Segment Open

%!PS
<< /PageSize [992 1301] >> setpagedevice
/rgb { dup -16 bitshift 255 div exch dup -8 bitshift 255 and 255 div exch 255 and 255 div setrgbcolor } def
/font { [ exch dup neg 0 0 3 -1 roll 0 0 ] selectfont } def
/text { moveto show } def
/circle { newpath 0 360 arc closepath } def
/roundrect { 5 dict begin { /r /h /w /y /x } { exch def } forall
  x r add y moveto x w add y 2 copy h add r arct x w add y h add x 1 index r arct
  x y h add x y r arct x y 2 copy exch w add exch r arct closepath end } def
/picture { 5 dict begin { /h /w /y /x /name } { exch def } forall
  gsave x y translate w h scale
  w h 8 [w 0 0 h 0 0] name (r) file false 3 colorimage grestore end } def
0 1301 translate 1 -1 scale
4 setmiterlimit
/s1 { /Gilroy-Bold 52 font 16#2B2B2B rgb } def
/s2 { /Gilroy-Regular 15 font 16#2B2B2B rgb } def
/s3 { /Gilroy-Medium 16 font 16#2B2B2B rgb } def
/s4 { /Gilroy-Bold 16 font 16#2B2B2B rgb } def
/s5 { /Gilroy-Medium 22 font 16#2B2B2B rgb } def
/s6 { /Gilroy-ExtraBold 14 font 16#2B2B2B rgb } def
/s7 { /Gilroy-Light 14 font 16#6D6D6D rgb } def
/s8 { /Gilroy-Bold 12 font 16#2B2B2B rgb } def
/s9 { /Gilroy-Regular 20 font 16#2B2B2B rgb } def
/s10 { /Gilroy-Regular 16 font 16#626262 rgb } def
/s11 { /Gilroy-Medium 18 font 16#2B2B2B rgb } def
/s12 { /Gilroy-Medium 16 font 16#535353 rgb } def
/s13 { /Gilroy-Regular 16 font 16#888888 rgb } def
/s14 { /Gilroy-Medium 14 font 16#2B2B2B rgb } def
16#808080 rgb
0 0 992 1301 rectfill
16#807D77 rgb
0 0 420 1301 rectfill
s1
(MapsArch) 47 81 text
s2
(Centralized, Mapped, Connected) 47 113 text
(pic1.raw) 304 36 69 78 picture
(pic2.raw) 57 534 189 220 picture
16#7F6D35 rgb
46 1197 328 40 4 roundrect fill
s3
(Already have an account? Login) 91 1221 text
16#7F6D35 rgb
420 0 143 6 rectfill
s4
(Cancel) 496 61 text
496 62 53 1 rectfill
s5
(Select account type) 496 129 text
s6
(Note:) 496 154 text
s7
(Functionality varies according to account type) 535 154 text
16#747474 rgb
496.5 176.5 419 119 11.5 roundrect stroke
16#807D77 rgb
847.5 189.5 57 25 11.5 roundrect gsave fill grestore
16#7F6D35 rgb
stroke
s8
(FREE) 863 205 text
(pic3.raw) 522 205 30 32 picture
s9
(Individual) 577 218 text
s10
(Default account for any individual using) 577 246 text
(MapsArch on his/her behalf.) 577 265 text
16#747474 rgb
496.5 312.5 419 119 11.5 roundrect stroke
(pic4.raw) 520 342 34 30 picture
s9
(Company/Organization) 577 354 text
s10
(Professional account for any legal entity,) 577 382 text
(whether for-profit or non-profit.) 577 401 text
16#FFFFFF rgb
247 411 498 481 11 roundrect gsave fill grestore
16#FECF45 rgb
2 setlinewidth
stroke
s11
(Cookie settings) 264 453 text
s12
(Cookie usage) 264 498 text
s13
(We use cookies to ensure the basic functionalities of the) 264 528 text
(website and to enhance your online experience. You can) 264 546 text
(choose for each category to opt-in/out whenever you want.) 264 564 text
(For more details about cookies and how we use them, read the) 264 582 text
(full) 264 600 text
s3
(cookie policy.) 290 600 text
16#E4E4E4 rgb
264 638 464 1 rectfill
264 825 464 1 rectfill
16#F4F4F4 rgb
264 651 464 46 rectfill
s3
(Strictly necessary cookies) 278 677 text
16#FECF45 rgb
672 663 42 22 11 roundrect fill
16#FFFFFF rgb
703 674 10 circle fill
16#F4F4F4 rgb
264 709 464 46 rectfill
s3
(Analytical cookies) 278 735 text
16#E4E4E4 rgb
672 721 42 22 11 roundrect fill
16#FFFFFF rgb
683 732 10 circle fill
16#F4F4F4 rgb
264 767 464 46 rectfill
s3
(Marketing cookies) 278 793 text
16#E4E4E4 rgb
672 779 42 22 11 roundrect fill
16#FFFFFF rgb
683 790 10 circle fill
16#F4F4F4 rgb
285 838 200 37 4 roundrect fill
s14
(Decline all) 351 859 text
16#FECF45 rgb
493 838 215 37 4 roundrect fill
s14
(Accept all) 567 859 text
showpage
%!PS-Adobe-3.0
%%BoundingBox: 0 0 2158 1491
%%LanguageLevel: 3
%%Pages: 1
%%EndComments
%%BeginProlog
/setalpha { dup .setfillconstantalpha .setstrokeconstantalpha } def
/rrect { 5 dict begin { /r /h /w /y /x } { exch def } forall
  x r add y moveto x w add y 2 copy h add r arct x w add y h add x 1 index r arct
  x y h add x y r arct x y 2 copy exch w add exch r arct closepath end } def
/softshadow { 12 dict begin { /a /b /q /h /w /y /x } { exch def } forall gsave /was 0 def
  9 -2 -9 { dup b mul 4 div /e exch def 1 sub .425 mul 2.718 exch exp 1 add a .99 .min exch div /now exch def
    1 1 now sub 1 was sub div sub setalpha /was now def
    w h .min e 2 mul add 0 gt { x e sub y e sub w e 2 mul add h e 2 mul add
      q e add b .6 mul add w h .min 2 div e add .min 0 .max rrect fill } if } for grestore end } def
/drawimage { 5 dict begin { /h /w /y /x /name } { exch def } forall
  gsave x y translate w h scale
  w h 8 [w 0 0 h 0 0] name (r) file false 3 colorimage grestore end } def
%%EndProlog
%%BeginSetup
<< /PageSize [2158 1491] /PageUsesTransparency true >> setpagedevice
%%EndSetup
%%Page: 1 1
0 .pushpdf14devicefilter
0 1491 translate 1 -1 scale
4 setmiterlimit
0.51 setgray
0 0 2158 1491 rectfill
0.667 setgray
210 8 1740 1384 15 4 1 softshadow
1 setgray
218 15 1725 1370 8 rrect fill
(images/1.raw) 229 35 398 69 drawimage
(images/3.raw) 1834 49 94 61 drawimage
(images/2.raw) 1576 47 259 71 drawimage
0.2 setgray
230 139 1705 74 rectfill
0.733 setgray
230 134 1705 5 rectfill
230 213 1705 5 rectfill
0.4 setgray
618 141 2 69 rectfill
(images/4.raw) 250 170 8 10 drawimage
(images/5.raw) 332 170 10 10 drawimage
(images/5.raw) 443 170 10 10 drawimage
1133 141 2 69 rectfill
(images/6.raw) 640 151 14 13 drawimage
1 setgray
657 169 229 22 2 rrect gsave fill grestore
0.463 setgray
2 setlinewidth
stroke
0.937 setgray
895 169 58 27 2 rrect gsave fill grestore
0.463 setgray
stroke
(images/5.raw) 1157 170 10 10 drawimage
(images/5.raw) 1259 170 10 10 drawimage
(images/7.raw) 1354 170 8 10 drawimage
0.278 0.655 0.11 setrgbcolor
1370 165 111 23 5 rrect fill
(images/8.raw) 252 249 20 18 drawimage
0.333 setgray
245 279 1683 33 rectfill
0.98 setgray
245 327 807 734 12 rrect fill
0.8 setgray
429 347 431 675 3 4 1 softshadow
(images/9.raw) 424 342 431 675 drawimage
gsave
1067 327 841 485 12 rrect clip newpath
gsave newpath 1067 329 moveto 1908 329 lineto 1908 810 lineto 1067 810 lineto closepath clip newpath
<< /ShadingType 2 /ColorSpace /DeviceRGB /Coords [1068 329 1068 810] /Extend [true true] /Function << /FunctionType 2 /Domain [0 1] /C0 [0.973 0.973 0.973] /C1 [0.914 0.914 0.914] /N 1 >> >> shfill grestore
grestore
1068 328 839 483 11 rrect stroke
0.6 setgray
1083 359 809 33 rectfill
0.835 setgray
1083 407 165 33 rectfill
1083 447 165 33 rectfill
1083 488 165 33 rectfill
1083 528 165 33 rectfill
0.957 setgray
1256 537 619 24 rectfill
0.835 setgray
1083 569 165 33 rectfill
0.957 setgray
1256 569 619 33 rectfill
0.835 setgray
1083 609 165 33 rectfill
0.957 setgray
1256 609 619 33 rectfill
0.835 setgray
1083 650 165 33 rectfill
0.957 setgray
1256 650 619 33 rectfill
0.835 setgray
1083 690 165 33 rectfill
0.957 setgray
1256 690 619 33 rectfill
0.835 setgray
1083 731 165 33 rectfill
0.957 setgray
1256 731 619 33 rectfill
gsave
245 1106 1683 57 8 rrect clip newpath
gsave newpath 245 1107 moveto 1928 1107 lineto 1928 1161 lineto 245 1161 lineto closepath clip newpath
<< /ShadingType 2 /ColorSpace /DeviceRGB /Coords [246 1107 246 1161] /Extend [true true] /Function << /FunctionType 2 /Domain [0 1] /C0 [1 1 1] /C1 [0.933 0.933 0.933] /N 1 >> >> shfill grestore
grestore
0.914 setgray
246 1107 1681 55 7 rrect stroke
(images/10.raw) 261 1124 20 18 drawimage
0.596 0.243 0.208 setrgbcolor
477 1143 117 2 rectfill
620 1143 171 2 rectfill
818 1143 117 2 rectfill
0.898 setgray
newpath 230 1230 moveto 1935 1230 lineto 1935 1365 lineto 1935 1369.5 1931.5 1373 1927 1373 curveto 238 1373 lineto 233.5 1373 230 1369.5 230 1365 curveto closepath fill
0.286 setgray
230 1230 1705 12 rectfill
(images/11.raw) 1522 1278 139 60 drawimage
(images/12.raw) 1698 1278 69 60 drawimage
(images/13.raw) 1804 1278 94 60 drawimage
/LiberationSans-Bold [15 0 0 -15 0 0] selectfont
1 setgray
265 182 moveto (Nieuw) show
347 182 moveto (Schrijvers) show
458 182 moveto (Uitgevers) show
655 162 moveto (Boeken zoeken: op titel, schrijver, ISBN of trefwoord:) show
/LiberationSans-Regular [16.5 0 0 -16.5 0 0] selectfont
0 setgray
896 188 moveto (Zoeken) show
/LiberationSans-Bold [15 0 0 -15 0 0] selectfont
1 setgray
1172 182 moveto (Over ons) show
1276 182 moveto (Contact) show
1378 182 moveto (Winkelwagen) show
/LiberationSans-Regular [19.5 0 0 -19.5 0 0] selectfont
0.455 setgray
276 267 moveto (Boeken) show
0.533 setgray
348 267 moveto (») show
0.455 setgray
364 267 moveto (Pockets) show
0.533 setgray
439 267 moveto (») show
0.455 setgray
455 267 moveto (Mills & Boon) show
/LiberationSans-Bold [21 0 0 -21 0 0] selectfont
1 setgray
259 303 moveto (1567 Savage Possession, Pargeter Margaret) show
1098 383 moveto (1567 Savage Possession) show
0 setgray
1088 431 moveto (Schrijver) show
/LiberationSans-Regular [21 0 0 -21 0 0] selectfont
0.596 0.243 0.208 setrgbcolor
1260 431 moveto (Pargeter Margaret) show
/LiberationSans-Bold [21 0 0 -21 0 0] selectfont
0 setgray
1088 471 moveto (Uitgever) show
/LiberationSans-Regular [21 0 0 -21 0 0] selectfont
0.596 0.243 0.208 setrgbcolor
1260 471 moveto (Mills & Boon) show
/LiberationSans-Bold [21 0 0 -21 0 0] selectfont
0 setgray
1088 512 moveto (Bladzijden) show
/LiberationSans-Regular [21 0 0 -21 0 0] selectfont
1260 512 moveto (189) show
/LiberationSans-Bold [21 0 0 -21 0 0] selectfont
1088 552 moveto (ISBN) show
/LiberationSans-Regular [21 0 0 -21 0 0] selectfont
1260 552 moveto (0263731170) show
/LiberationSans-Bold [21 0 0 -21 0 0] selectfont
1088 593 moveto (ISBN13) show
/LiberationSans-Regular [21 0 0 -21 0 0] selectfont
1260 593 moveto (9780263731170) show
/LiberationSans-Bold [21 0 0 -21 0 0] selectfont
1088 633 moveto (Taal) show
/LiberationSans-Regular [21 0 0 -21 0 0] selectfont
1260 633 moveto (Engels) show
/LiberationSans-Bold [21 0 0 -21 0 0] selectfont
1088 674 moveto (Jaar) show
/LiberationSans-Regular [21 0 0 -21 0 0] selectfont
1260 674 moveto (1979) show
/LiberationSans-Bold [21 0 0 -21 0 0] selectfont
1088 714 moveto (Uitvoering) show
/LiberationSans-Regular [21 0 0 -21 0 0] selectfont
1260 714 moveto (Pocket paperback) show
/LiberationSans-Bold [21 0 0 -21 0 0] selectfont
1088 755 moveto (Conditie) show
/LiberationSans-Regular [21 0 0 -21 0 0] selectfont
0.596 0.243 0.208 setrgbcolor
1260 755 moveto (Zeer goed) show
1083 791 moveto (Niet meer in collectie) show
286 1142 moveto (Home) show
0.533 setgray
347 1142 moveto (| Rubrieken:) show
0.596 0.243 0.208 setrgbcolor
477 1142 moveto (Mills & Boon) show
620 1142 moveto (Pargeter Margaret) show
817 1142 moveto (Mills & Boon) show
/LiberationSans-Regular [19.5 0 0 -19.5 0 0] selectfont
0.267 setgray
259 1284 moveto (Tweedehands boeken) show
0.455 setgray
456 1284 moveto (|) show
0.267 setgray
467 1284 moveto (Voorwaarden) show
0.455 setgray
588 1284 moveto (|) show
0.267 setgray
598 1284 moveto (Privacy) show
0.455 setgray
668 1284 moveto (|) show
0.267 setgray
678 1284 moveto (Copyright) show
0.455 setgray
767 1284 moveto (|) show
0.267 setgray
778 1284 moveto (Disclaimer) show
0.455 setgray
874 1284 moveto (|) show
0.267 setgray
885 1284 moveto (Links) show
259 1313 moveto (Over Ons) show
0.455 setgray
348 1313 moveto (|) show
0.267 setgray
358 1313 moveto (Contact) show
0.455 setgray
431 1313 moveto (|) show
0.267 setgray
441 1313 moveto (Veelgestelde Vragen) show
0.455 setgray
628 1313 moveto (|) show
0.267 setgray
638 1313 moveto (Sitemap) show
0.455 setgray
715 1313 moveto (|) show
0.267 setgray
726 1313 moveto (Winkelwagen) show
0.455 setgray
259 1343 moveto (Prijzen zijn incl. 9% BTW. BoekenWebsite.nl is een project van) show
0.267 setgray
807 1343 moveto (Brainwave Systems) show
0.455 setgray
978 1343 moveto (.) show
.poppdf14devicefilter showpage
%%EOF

Segment Closed

-- TASK TO COMPLETE --
Reproduce exactly the lines above from the line with "817 1142 moveto (Mills & Boon) show" to the line with "358 1313 moveto (Contact) show", including both, and add nothing.

-- EXERCISE RESPONSE --
817 1142 moveto (Mills & Boon) show
/LiberationSans-Regular [19.5 0 0 -19.5 0 0] selectfont
0.267 setgray
259 1284 moveto (Tweedehands boeken) show
0.455 setgray
456 1284 moveto (|) show
0.267 setgray
467 1284 moveto (Voorwaarden) show
0.455 setgray
588 1284 moveto (|) show
0.267 setgray
598 1284 moveto (Privacy) show
0.455 setgray
668 1284 moveto (|) show
0.267 setgray
678 1284 moveto (Copyright) show
0.455 setgray
767 1284 moveto (|) show
0.267 setgray
778 1284 moveto (Disclaimer) show
0.455 setgray
874 1284 moveto (|) show
0.267 setgray
885 1284 moveto (Links) show
259 1313 moveto (Over Ons) show
0.455 setgray
348 1313 moveto (|) show
0.267 setgray
358 1313 moveto (Contact) show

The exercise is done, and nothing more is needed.